When it comes to Chechnya’s concentration camps, BBC News reported that detained queer individuals are frequently thrown into cellars, imprisoned without trial, and subjected to extreme torture, including beatings and electric shocks (“Gay Chechens flee threats, beatings and exorcism”). Heger describes Sachsenhausen as characterized by various forms of torture, including dangerous medical experimentation (35), being “whipped on the ‘horse’” (35), and some men being “taken outside and [having] several bowls of water poured over [them] before being left standing outside for a good hour” (34-35). Another BBC News report from 2019 detailed the existence of a specific camp located near a town called Argun (“Chechnya LGBT: Dozens ‘detained in new gay purge’”) where dozens were being taken. Further, the government completely denies this systematic targeting of queer people and the existence of gay concentration camps, just as the Nazis concealed and denied the existence of their genocidal operations. This denial is made even easier by the shame which would be brought upon a family should they speak about their relative being targeted for their homosexuality, as this provides incentive for families to not only stay silent but also quietly denounce the relative themselves. The existence of concentration camps is, arguably, one of the most foreboding signs that there exists a systematic operation in place to “cleanse” a group of individuals from a nation, and it is unlikely to stop any time soon.

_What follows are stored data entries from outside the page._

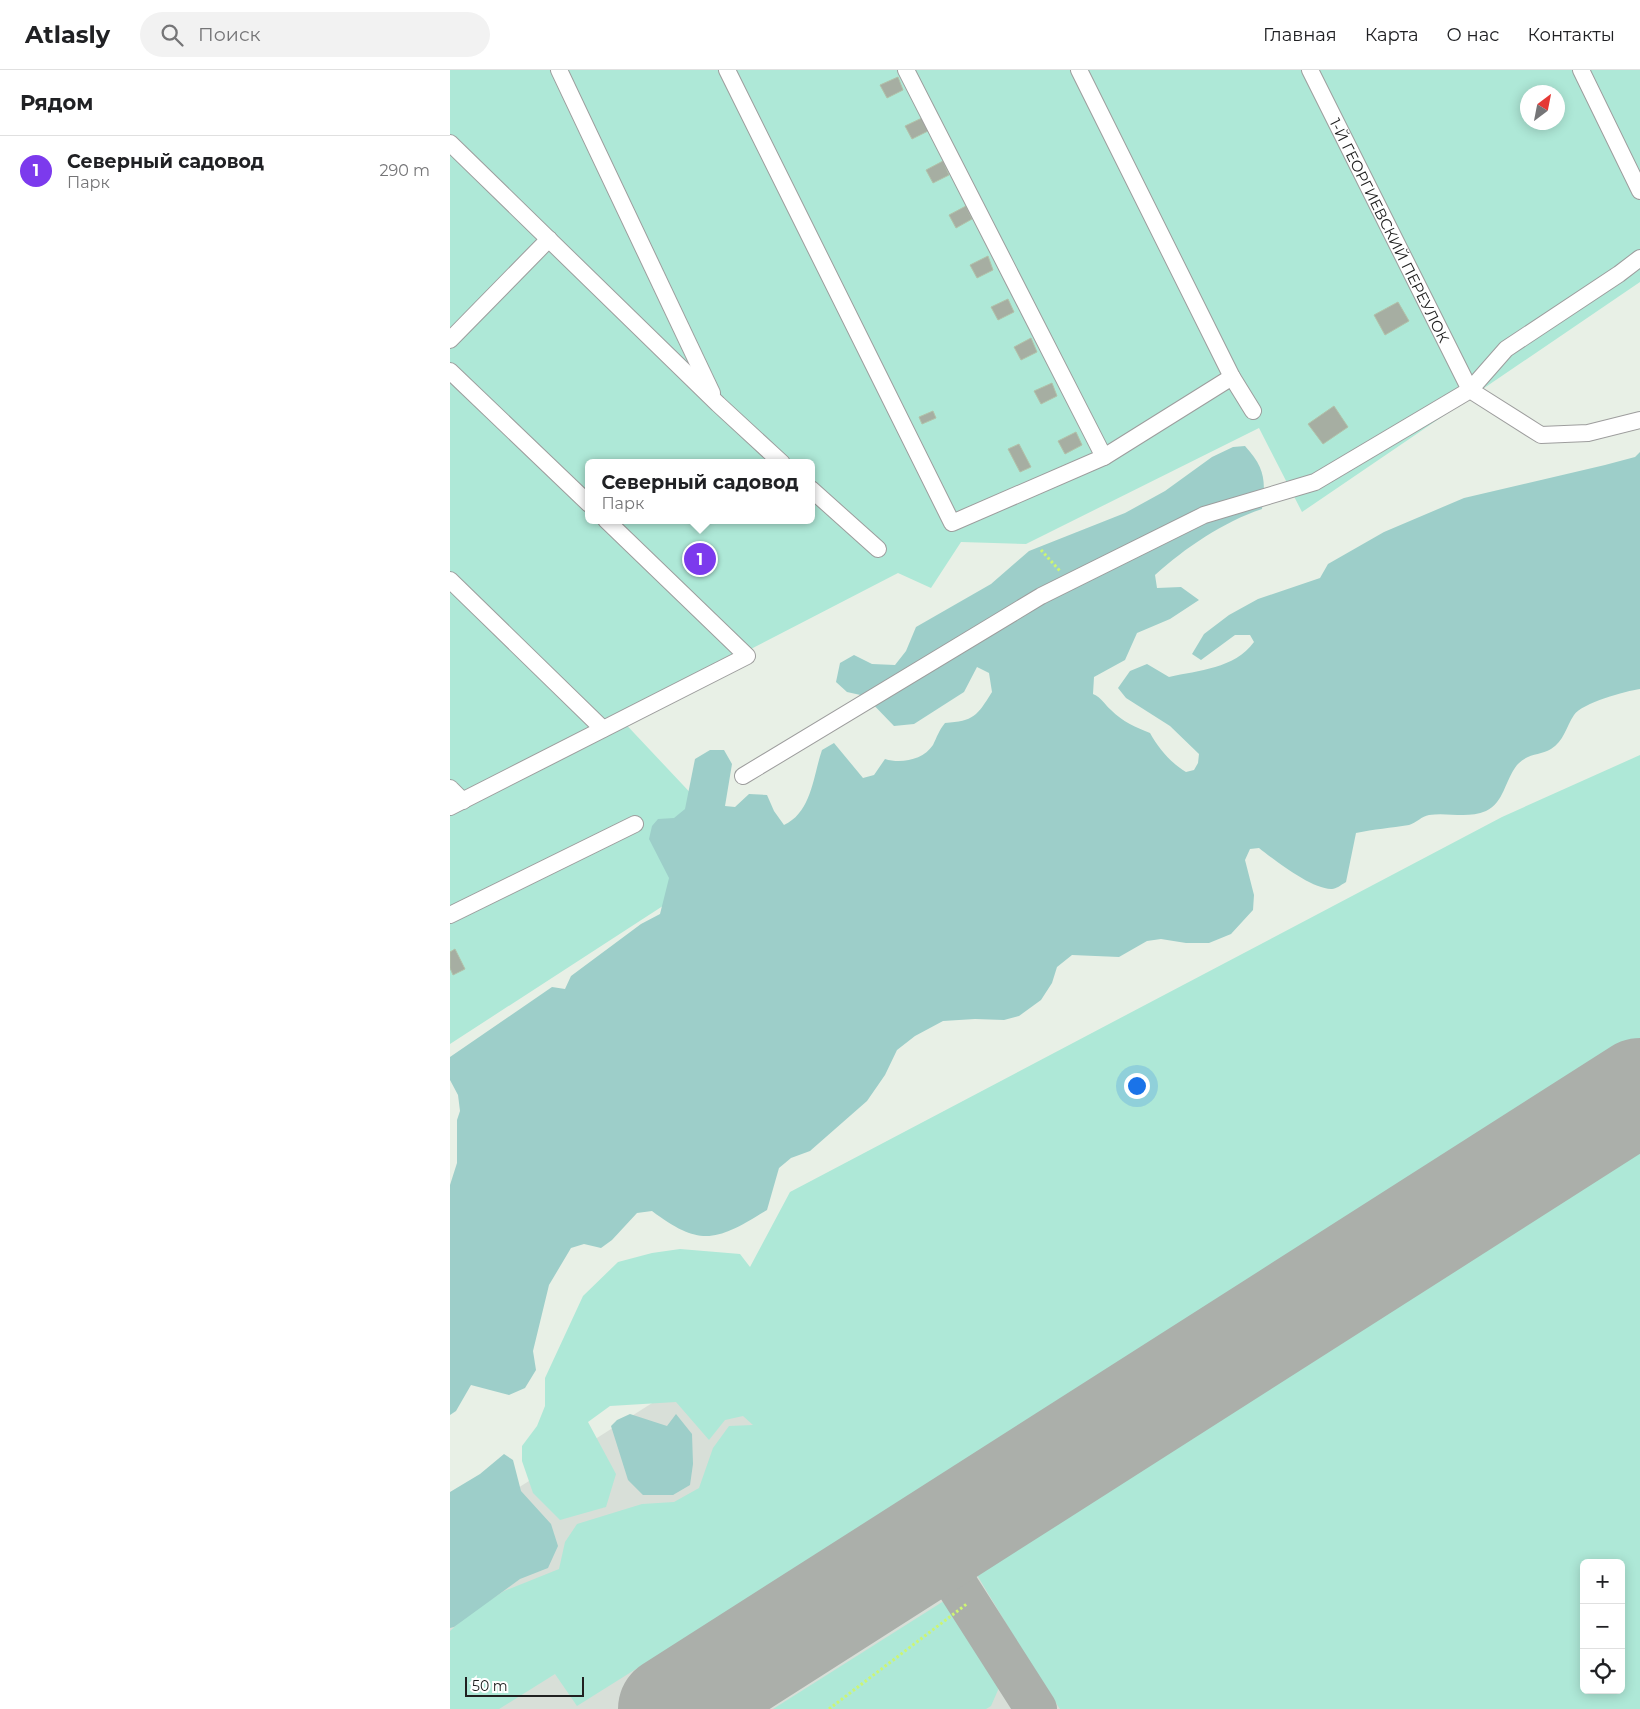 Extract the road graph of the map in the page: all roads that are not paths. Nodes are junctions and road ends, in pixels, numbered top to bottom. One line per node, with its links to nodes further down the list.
1 (559, 70): 15 (street)
2 (727, 70): 18 (street)
3 (906, 70): 18 (street)
4 (1079, 70): 13 (street)
5 (1310, 70): 14 (street, 1-Й ГЕОРГИЕВСКИЙ ПЕРЕУЛОК)
6 (1581, 70): 8 (street)
7 (450, 144): 9 (street)
8 (1640, 191)
9 (549, 240): 11 (street); 15 (street)
10 (1640, 258): 14 (street)
11 (450, 340)
12 (450, 371): 21 (street)
13 (1232, 378): 16 (street); 18 (street)
14 (1470, 390): 17 (street); 26 (street)
15 (718, 404): 19 (street)
16 (1253, 411)
17 (1640, 420)
18 (1104, 457)
19 (778, 459)
20 (815, 493): 23 (street)
21 (585, 500)
22 (610, 524): 25 (street)
23 (878, 549)
24 (450, 580): 25 (street)
25 (603, 729): 28 (street)
26 (743, 776)
27 (450, 788): 28 (street)
28 (457, 804)
29 (635, 824): 30 (street)
30 (450, 915) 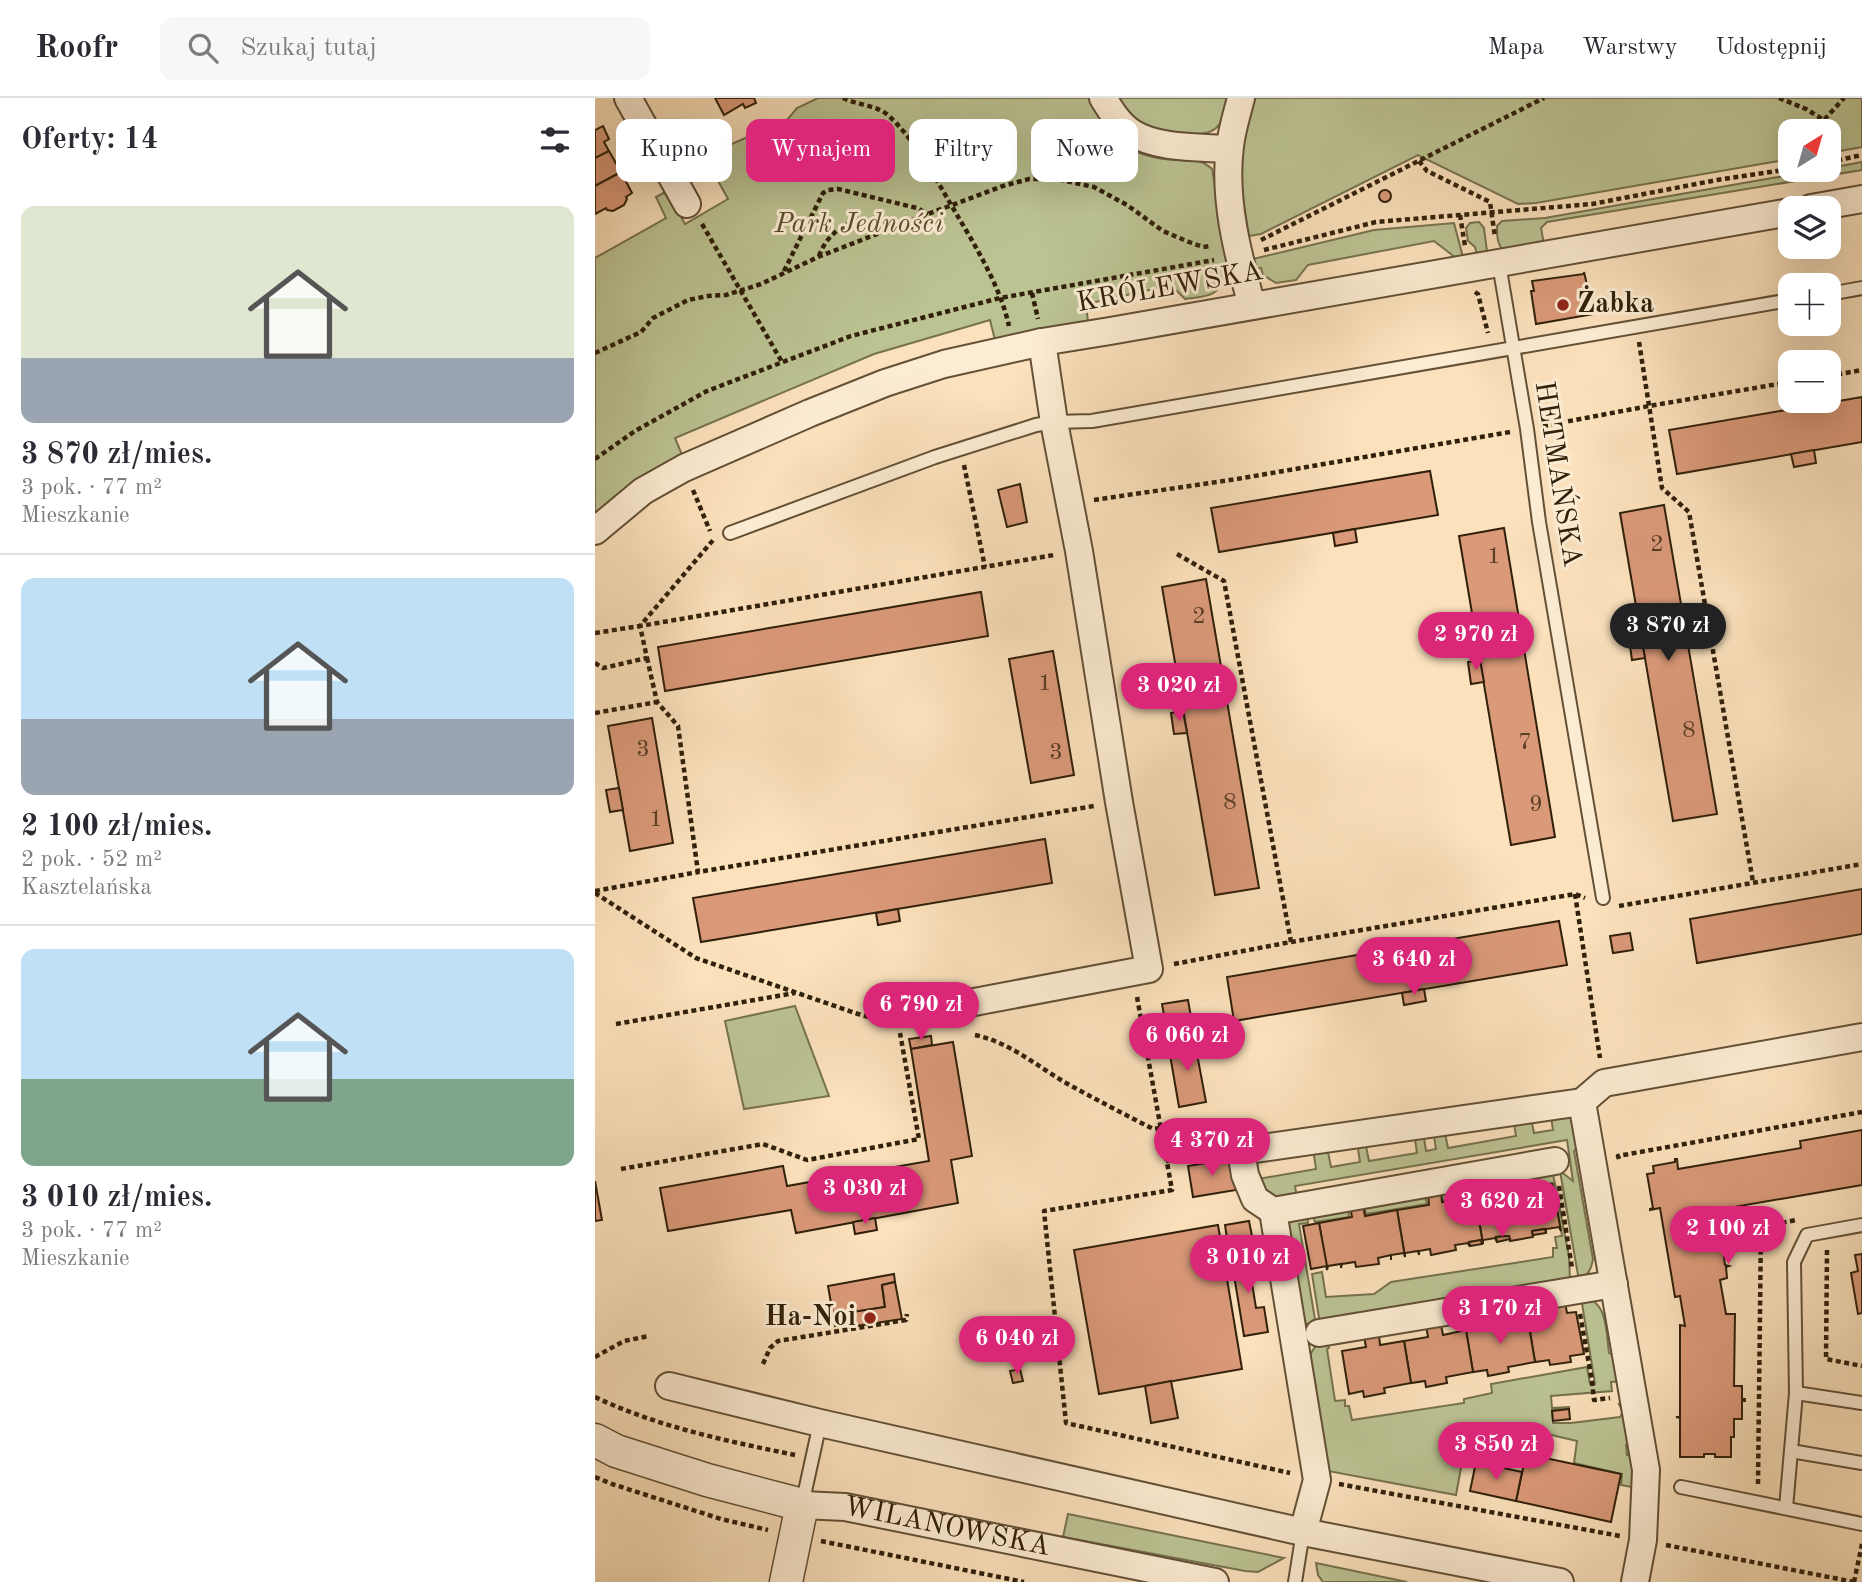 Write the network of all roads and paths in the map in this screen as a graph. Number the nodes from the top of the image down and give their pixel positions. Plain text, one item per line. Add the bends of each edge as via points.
1 (628, 98) edge
2 (843, 98) edge
3 (1103, 98) edge
4 (1241, 98) edge
5 (1544, 98) edge
6 (1780, 98) edge
7 (1844, 98) edge
8 (1822, 119) edge
9 (1825, 119) edge
10 (1229, 149) junction
11 (1862, 155) edge
12 (1841, 159) edge
13 (1419, 162) junction
14 (1778, 171) edge
15 (1862, 200) edge
16 (1841, 203) edge
17 (687, 204) joint
18 (951, 205) junction
19 (928, 214) junction
20 (1491, 214) junction
21 (1778, 214) edge
22 (887, 231) junction
23 (1238, 251) junction
24 (818, 257) junction
25 (1499, 264) junction
26 (784, 272) junction
27 (1862, 288) edge
28 (740, 290) junction
29 (1841, 291) edge
30 (1000, 298) junction
31 (1778, 302) edge
32 (1252, 306) junction
33 (1636, 328) junction
34 (1042, 342) junction
35 (1014, 348) junction
36 (1513, 348) junction
37 (595, 353) edge
38 (782, 362) junction
39 (1862, 370) edge
40 (1841, 374) edge
41 (1778, 384) edge
42 (1649, 406) junction
43 (1055, 422) junction
44 (1527, 429) junction
45 (961, 449) junction
46 (595, 460) edge
47 (684, 468) junction
48 (1070, 503) junction
49 (595, 531) edge
50 (730, 533) dead end
51 (1079, 551) junction
52 (1177, 554) dead end
53 (985, 567) junction
54 (640, 626) junction
55 (595, 633) edge
56 (647, 658) junction
57 (595, 663) edge
58 (657, 702) junction
59 (595, 713) edge
60 (1119, 802) junction
61 (1862, 864) edge
62 (698, 872) junction
63 (1753, 883) junction
64 (595, 892) edge
65 (1575, 894) junction
66 (1599, 901) joint
67 (1618, 906) dead end
68 (1291, 942) junction
69 (1141, 970) junction
70 (796, 993) junction
71 (969, 1003) joint
72 (899, 1015) junction
73 (616, 1024) dead end
74 (975, 1035) dead end
75 (1862, 1037) edge
76 (1604, 1083) junction
77 (1582, 1102) junction
78 (1862, 1112) edge
79 (1160, 1128) junction
80 (1241, 1151) junction
81 (1165, 1161) junction
82 (1555, 1161) dead end
83 (1621, 1168) dead end
84 (621, 1169) dead end
85 (1273, 1211) junction
86 (1807, 1218) dead end
87 (1862, 1225) edge
88 (1761, 1226) junction
89 (1714, 1229) dead end
90 (1827, 1231) junction
91 (1614, 1284) junction
92 (907, 1314) dead end
93 (1319, 1334) dead end
94 (649, 1336) dead end
95 (595, 1357) edge
96 (763, 1364) dead end
97 (1862, 1366) edge
98 (669, 1386) dead end
99 (1796, 1392) junction
100 (595, 1397) edge
101 (1862, 1403) edge
102 (820, 1423) junction
103 (595, 1440) edge
104 (1791, 1451) junction
105 (812, 1458) junction
106 (1862, 1463) edge
107 (595, 1477) edge
108 (1317, 1480) junction
109 (1681, 1487) dead end
110 (1758, 1490) dead end
111 (802, 1505) junction
112 (1786, 1508) junction
113 (1862, 1524) edge
114 (756, 1527) dead end
115 (1303, 1532) junction
116 (796, 1536) junction
117 (1643, 1541) junction
118 (1862, 1544) edge
119 (786, 1582) edge
120 (1024, 1582) edge
121 (1215, 1582) edge
122 (1295, 1582) edge
123 (1560, 1582) edge
124 (1635, 1582) edge
125 (1854, 1582) edge

1 - 17 street
2 - 18 path via 886,113 936,177
3 - 10 street via 1120,123 1152,142
4 - 10 street
5 - 13 path
6 - 8 path
7 - 9 path
10 - 23 street via 1230,209
11 - 12 path
13 - 20 path via 1427,171 1490,202
13 - 23 path
14 - 20 path via 1592,204
15 - 16 street
17 - 28 path
18 - 19 path
18 - 23 path via 1029,179 1057,179 1114,196 1182,240
18 - 30 path
19 - 22 path
19 - 26 path via 828,190 814,207
20 - 23 path via 1376,222
21 - 25 street, KRÓLEWSKA
22 - 24 path
22 - 24 path via 870,223 842,226
23 - 30 path
23 - 32 street
24 - 26 path
25 - 32 street, KRÓLEWSKA
25 - 36 lane, HETMAŃSKA
26 - 28 path
27 - 29 lane
28 - 37 path via 688,300 653,317 641,332
28 - 38 path
30 - 35 path
30 - 38 path via 851,336
31 - 33 lane
32 - 34 street, KRÓLEWSKA
33 - 36 lane
33 - 42 path
34 - 35 street, KRÓLEWSKA
34 - 43 street
35 - 47 street, KRÓLEWSKA via 885,383
36 - 43 lane via 1092,421
36 - 44 lane, HETMAŃSKA
38 - 46 path via 707,391 635,431
39 - 40 path
41 - 42 path
42 - 44 path
42 - 63 path via 1662,488 1689,512
43 - 45 lane
43 - 48 street
44 - 48 path
44 - 66 lane, HETMAŃSKA
45 - 50 lane
45 - 53 path
47 - 49 street, KRÓLEWSKA via 643,491
47 - 54 path via 714,540
48 - 51 street
51 - 53 path
51 - 60 street
52 - 68 path via 1224,581
53 - 54 path
54 - 55 path
54 - 56 path
56 - 57 path via 603,668
56 - 58 path
58 - 59 path
58 - 62 path via 678,726
60 - 62 path
60 - 69 street
61 - 63 path
62 - 64 path
63 - 67 path
64 - 70 path via 696,958
65 - 66 path
65 - 68 path
65 - 76 path
68 - 69 path
69 - 71 street
69 - 79 path
70 - 72 path via 872,1018
70 - 73 path
71 - 72 lane
72 - 84 path via 919,1139 807,1160 763,1144
74 - 79 path via 1015,1051 1153,1129
75 - 76 street
76 - 77 street
77 - 80 street
77 - 91 street
78 - 83 path via 1618,1156
79 - 81 path
80 - 81 path
80 - 85 street via 1255,1199
81 - 108 path via 1172,1190 1044,1211 1066,1423
82 - 85 street
85 - 108 street
86 - 88 path
87 - 90 lane
88 - 89 path
88 - 110 path
90 - 97 path via 1826,1359
90 - 99 lane via 1807,1235 1794,1262
91 - 93 street
91 - 117 street via 1646,1470
92 - 96 path via 906,1320 778,1341
94 - 95 path via 624,1341
98 - 102 street
99 - 101 lane
99 - 104 lane
100 - 105 path via 714,1438
102 - 105 lane
102 - 115 street
103 - 111 street, WILANOWSKA via 707,1480
104 - 106 lane
104 - 112 lane
105 - 111 lane
107 - 114 path
108 - 115 street
108 - 117 path
109 - 112 lane
111 - 116 street, WILANOWSKA
111 - 121 street, WILANOWSKA via 845,1507
112 - 113 lane
115 - 122 lane
115 - 123 street
116 - 119 street, WILANOWSKA
116 - 120 path
117 - 124 street
117 - 125 path
118 - 125 path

While the situation in Chechnya is still in its infancy, it is clear that these queer individuals are now facing the same persecution the queer individuals of the past faced at the hands of the Nazis. In both cases, public perception and the commonplace nature of homophobia invades private spaces and social lives, which isolates and endangers queer people even in their own homes, and from there, they are able to be subjected to systematized violence. By demonstrating the similarities in the treatment of queer people in both past and present, the power of homophobic ideology – and the way it is propagated by conservative governments – can be revealed. Information on the camps themselves is scarce, as survivors are reluctant to speak up unless guaranteed anonymity and/or they have managed to flee the country; as such, all that is currently known comes from a few survivors and eye witness reports from a handful of humanitarian rescue operations. It is important to remember the persecution of queer people during the Third Reich because they were already being forgotten by those around them, including their own families, and history appears to be repeating itself in Chechnya. The power of homophobic ideology lies in its ability to isolate its victims, as this devalues queer lives and allows for them to fade, both from the physical world and – more abstractly – from memory.
Works Cited
Allport, Gordon W. The Nature of Prejudice. 3rd ed., New York City, Basic Books, 1979.
“Chechnya LGBT: Dozens ‘detained in new gay purge.’” BBC News, 14 January 2019, https://www.bbc.com/news/world-europe-46871801#.
“Gay Chechens flee threats, beatings and exorcism.” BBC News, 6 April 2018, https://www.bbc.com/news/world-europe-43658689.
Heger, Heinz. The Men with the Pink Triangle. 1972. London, Gay Men’s Press, 1980.
Marhoefer, Laurie. “Did Sex Bring Down the Weimar Republic?” Bulletin of the German Historical Institute, no. 65, 2019, pp. 59-71.
Seel, Pierre. I, Pierre Seel, Deported Homosexual: A Memoir of Nazi Terror. 1995.
Schoppmann, Claudia. Days of Masquerade: Life Stories of Lesbians During the Third Reich. New York City, Columbia University Press, 1996.
Scicchitano, Dominic. “The ‘Real’ Chechen Man: Conceptions of Religion, Nature, and Gender and the Persecution of Sexual Minorities in Postwar Chechnya.” Journal of Homosexuality, 2019, https://www.tandfonline.com/doi/full/10.1080/00918369.2019.1701336.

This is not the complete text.